▶ _To do_:
An exact transcription of all the entries is needed; pictures stay out.

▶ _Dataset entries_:
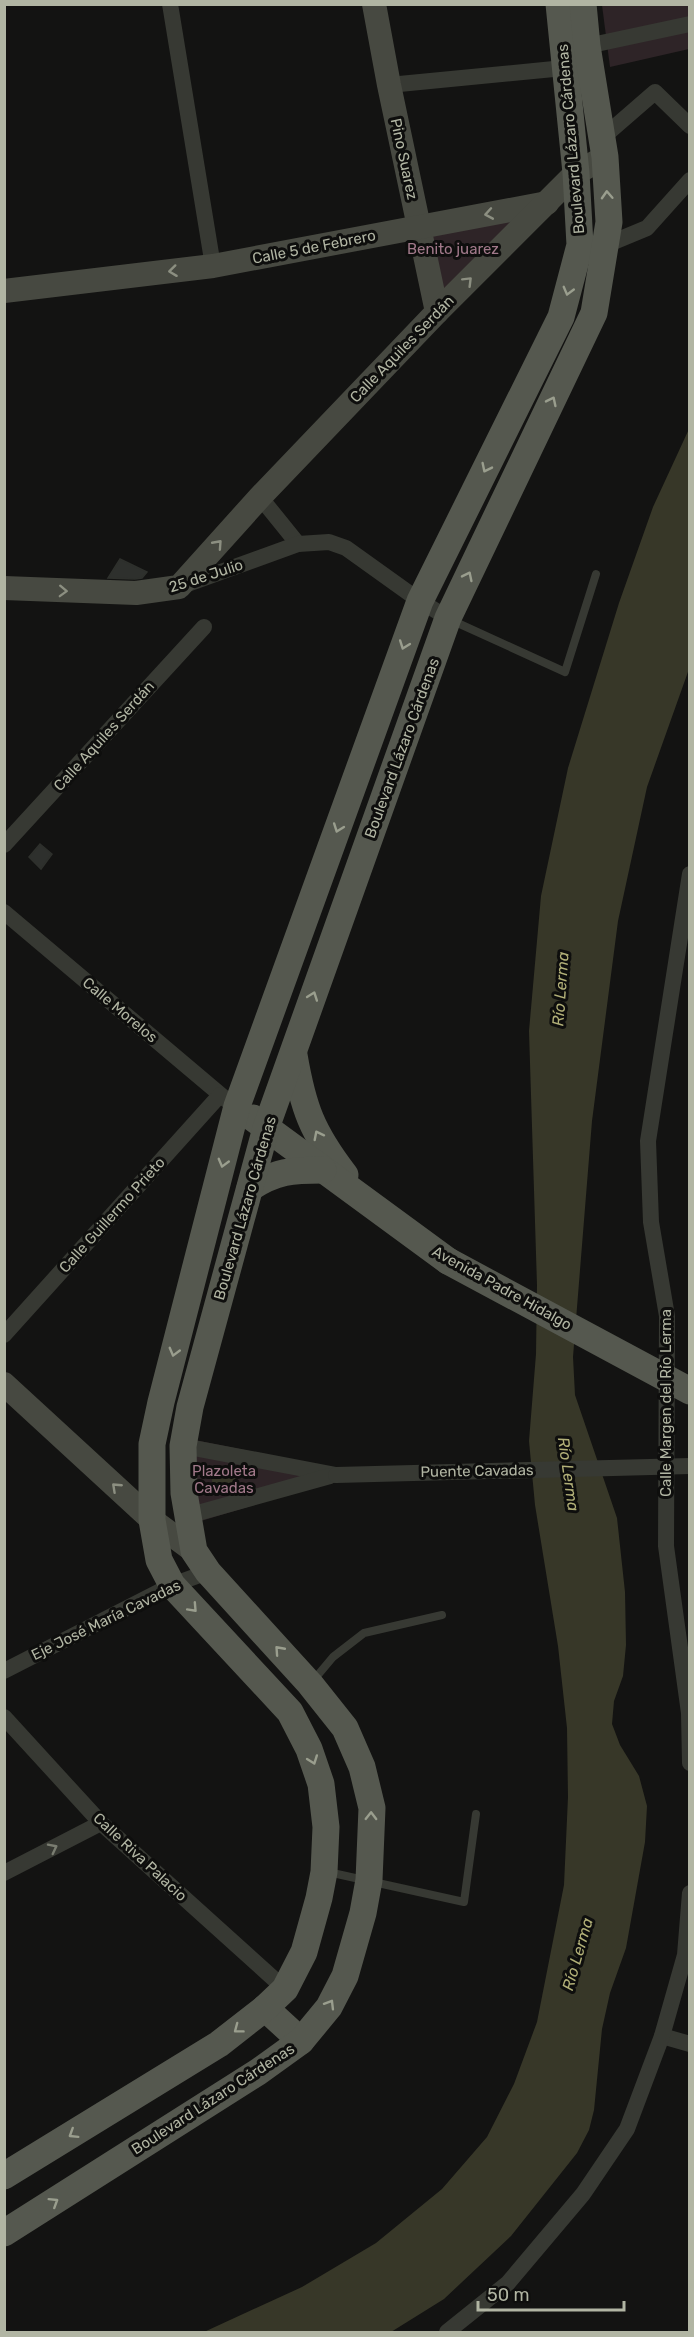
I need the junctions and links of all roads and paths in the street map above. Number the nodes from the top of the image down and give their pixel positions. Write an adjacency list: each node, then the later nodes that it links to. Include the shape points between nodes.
1 (171, 4): 16 (street)
2 (374, 4): 8 (street, Pino Suarez)
3 (559, 4): 7 (main road, Boulevard Lázaro Cárdenas)
4 (583, 4): 6 (main road, Boulevard Lázaro Cárdenas)
5 (690, 24): 6 (street)
6 (587, 46): 10 (main road, Boulevard Lázaro Cárdenas)
7 (564, 69): 8 (street); 11 (main road, Boulevard Lázaro Cárdenas)
8 (388, 85): 14 (street, Pino Suarez)
9 (690, 126): 10 (street, via 655,92)
10 (604, 148): 11 (street); 15 (main road, Boulevard Lázaro Cárdenas, one-way to 10, via 609,222)
11 (576, 173): 13 (street); 15 (main road, Boulevard Lázaro Cárdenas)
12 (690, 180): 15 (street, via 647,228)
13 (546, 203): 14 (street, Calle 5 de Febrero, one-way to 14); 18 (street, Calle Aquiles Serdán, one-way to 13)
14 (417, 227): 16 (street, Calle 5 de Febrero); 18 (street, Pino Suarez)
15 (593, 245): 24 (main road, Boulevard Lázaro Cárdenas, one-way to 24); 25 (main road, Boulevard Lázaro Cárdenas, one-way to 15, via 594,313)
16 (213, 266): 17 (street, Calle 5 de Febrero, one-way to 17)
17 (4, 291)
18 (437, 312): 19 (street, Calle Aquiles Serdán)
19 (260, 497): 20 (street); 22 (street, Calle Aquiles Serdán, one-way to 19)
20 (298, 544): 22 (street, 25 de Julio); 24 (street, 25 de Julio, via 329,542 346,548)
21 (596, 574): 25 (lane, via 565,672)
22 (179, 587): 23 (street, 25 de Julio, one-way to 22, via 135,593)
23 (4, 588)
24 (420, 601): 25 (street, 25 de Julio); 32 (main road, Boulevard Lázaro Cárdenas, one-way to 32)
25 (448, 618): 31 (main road, Boulevard Lázaro Cárdenas, one-way to 25)
26 (204, 627): 27 (street, Calle Aquiles Serdán)
27 (4, 845)
28 (690, 874): 29 (street, Calle Margen del Río Lerma)
29 (687, 903): 51 (street, Calle Margen del Río Lerma, via 648,1141 651,1222 667,1317 666,1546 689,1713)
30 (4, 912): 32 (street, Calle Morelos)
31 (294, 1051): 33 (main road, Boulevard Lázaro Cárdenas); 36 (main road, one-way to 31, via 324,1147 311,1122 301,1094)
32 (229, 1101): 33 (main road, Avenida Padre Hidalgo); 37 (street, Calle Guillermo Prieto); 44 (main road, Boulevard Lázaro Cárdenas, one-way to 44, via 152,1444)
33 (267, 1128): 34 (main road, Avenida Padre Hidalgo); 35 (main road, Boulevard Lázaro Cárdenas)
34 (323, 1170): 35 (main road, via 278,1173); 36 (main road, Avenida Padre Hidalgo)
35 (250, 1188): 40 (main road, Boulevard Lázaro Cárdenas, via 190,1407)
36 (364, 1200): 39 (main road, Avenida Padre Hidalgo, bridge, via 448,1262)
37 (4, 1335)
38 (4, 1384): 44 (street, one-way to 38)
39 (690, 1390)
40 (183, 1446): 42 (street); 43 (main road, Boulevard Lázaro Cárdenas)
41 (690, 1466): 42 (street, Puente Cavadas, bridge)
42 (336, 1475): 43 (street)
43 (187, 1516): 45 (main road, Boulevard Lázaro Cárdenas)
44 (152, 1520): 45 (street); 46 (main road, Boulevard Lázaro Cárdenas, via 159,1560)
45 (201, 1562): 46 (street, Eje José María Cavadas); 49 (main road, Boulevard Lázaro Cárdenas, one-way to 45)
46 (172, 1586): 48 (street, Eje José María Cavadas); 54 (main road, Boulevard Lázaro Cárdenas, one-way to 54, via 290,1712 321,1784 326,1827)
47 (442, 1615): 49 (lane, via 364,1633 333,1657)
48 (4, 1671)
49 (310, 1684): 56 (main road, Boulevard Lázaro Cárdenas, one-way to 49, via 372,1808 362,1767 345,1728)
50 (4, 1717): 53 (street, Calle Riva Palacio)
51 (690, 1763)
52 (476, 1814): 56 (lane, via 464,1902)
53 (101, 1823): 55 (street, one-way to 53); 58 (street, Calle Riva Palacio)
54 (324, 1872): 56 (lane); 58 (main road, Boulevard Lázaro Cárdenas, via 304,1952)
55 (4, 1873)
56 (369, 1880): 61 (main road, Boulevard Lázaro Cárdenas, one-way to 56, via 329,2007 345,1976)
57 (690, 1893): 60 (street, via 685,1955)
58 (285, 1989): 59 (main road, Boulevard Lázaro Cárdenas)
59 (265, 2008): 61 (main road); 63 (main road, Boulevard Lázaro Cárdenas, one-way to 63, via 219,2044)
60 (662, 2036): 62 (street); 65 (street, via 627,2129 583,2194 508,2283)
61 (301, 2041): 64 (main road, Boulevard Lázaro Cárdenas, one-way to 61)
62 (690, 2044)
63 (4, 2176)
64 (4, 2233)
65 (447, 2332)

▶ _Solution to this task_:
I need the junctions and links of all roads and paths in the street map above. Number the nodes from the top of the image down and give their pixel positions. Write an adjacency list: each node, then the later nodes that it links to. Include the shape points between nodes.
1 (171, 4): 16 (street)
2 (374, 4): 8 (street, Pino Suarez)
3 (559, 4): 7 (main road, Boulevard Lázaro Cárdenas)
4 (583, 4): 6 (main road, Boulevard Lázaro Cárdenas)
5 (690, 24): 6 (street)
6 (587, 46): 10 (main road, Boulevard Lázaro Cárdenas)
7 (564, 69): 8 (street); 11 (main road, Boulevard Lázaro Cárdenas)
8 (388, 85): 14 (street, Pino Suarez)
9 (690, 126): 10 (street, via 655,92)
10 (604, 148): 11 (street); 15 (main road, Boulevard Lázaro Cárdenas, one-way to 10, via 609,222)
11 (576, 173): 13 (street); 15 (main road, Boulevard Lázaro Cárdenas)
12 (690, 180): 15 (street, via 647,228)
13 (546, 203): 14 (street, Calle 5 de Febrero, one-way to 14); 18 (street, Calle Aquiles Serdán, one-way to 13)
14 (417, 227): 16 (street, Calle 5 de Febrero); 18 (street, Pino Suarez)
15 (593, 245): 24 (main road, Boulevard Lázaro Cárdenas, one-way to 24); 25 (main road, Boulevard Lázaro Cárdenas, one-way to 15, via 594,313)
16 (213, 266): 17 (street, Calle 5 de Febrero, one-way to 17)
17 (4, 291)
18 (437, 312): 19 (street, Calle Aquiles Serdán)
19 (260, 497): 20 (street); 22 (street, Calle Aquiles Serdán, one-way to 19)
20 (298, 544): 22 (street, 25 de Julio); 24 (street, 25 de Julio, via 329,542 346,548)
21 (596, 574): 25 (lane, via 565,672)
22 (179, 587): 23 (street, 25 de Julio, one-way to 22, via 135,593)
23 (4, 588)
24 (420, 601): 25 (street, 25 de Julio); 32 (main road, Boulevard Lázaro Cárdenas, one-way to 32)
25 (448, 618): 31 (main road, Boulevard Lázaro Cárdenas, one-way to 25)
26 (204, 627): 27 (street, Calle Aquiles Serdán)
27 (4, 845)
28 (690, 874): 29 (street, Calle Margen del Río Lerma)
29 (687, 903): 51 (street, Calle Margen del Río Lerma, via 648,1141 651,1222 667,1317 666,1546 689,1713)
30 (4, 912): 32 (street, Calle Morelos)
31 (294, 1051): 33 (main road, Boulevard Lázaro Cárdenas); 36 (main road, one-way to 31, via 324,1147 311,1122 301,1094)
32 (229, 1101): 33 (main road, Avenida Padre Hidalgo); 37 (street, Calle Guillermo Prieto); 44 (main road, Boulevard Lázaro Cárdenas, one-way to 44, via 152,1444)
33 (267, 1128): 34 (main road, Avenida Padre Hidalgo); 35 (main road, Boulevard Lázaro Cárdenas)
34 (323, 1170): 35 (main road, via 278,1173); 36 (main road, Avenida Padre Hidalgo)
35 (250, 1188): 40 (main road, Boulevard Lázaro Cárdenas, via 190,1407)
36 (364, 1200): 39 (main road, Avenida Padre Hidalgo, bridge, via 448,1262)
37 (4, 1335)
38 (4, 1384): 44 (street, one-way to 38)
39 (690, 1390)
40 (183, 1446): 42 (street); 43 (main road, Boulevard Lázaro Cárdenas)
41 (690, 1466): 42 (street, Puente Cavadas, bridge)
42 (336, 1475): 43 (street)
43 (187, 1516): 45 (main road, Boulevard Lázaro Cárdenas)
44 (152, 1520): 45 (street); 46 (main road, Boulevard Lázaro Cárdenas, via 159,1560)
45 (201, 1562): 46 (street, Eje José María Cavadas); 49 (main road, Boulevard Lázaro Cárdenas, one-way to 45)
46 (172, 1586): 48 (street, Eje José María Cavadas); 54 (main road, Boulevard Lázaro Cárdenas, one-way to 54, via 290,1712 321,1784 326,1827)
47 (442, 1615): 49 (lane, via 364,1633 333,1657)
48 (4, 1671)
49 (310, 1684): 56 (main road, Boulevard Lázaro Cárdenas, one-way to 49, via 372,1808 362,1767 345,1728)
50 (4, 1717): 53 (street, Calle Riva Palacio)
51 (690, 1763)
52 (476, 1814): 56 (lane, via 464,1902)
53 (101, 1823): 55 (street, one-way to 53); 58 (street, Calle Riva Palacio)
54 (324, 1872): 56 (lane); 58 (main road, Boulevard Lázaro Cárdenas, via 304,1952)
55 (4, 1873)
56 (369, 1880): 61 (main road, Boulevard Lázaro Cárdenas, one-way to 56, via 329,2007 345,1976)
57 (690, 1893): 60 (street, via 685,1955)
58 (285, 1989): 59 (main road, Boulevard Lázaro Cárdenas)
59 (265, 2008): 61 (main road); 63 (main road, Boulevard Lázaro Cárdenas, one-way to 63, via 219,2044)
60 (662, 2036): 62 (street); 65 (street, via 627,2129 583,2194 508,2283)
61 (301, 2041): 64 (main road, Boulevard Lázaro Cárdenas, one-way to 61)
62 (690, 2044)
63 (4, 2176)
64 (4, 2233)
65 (447, 2332)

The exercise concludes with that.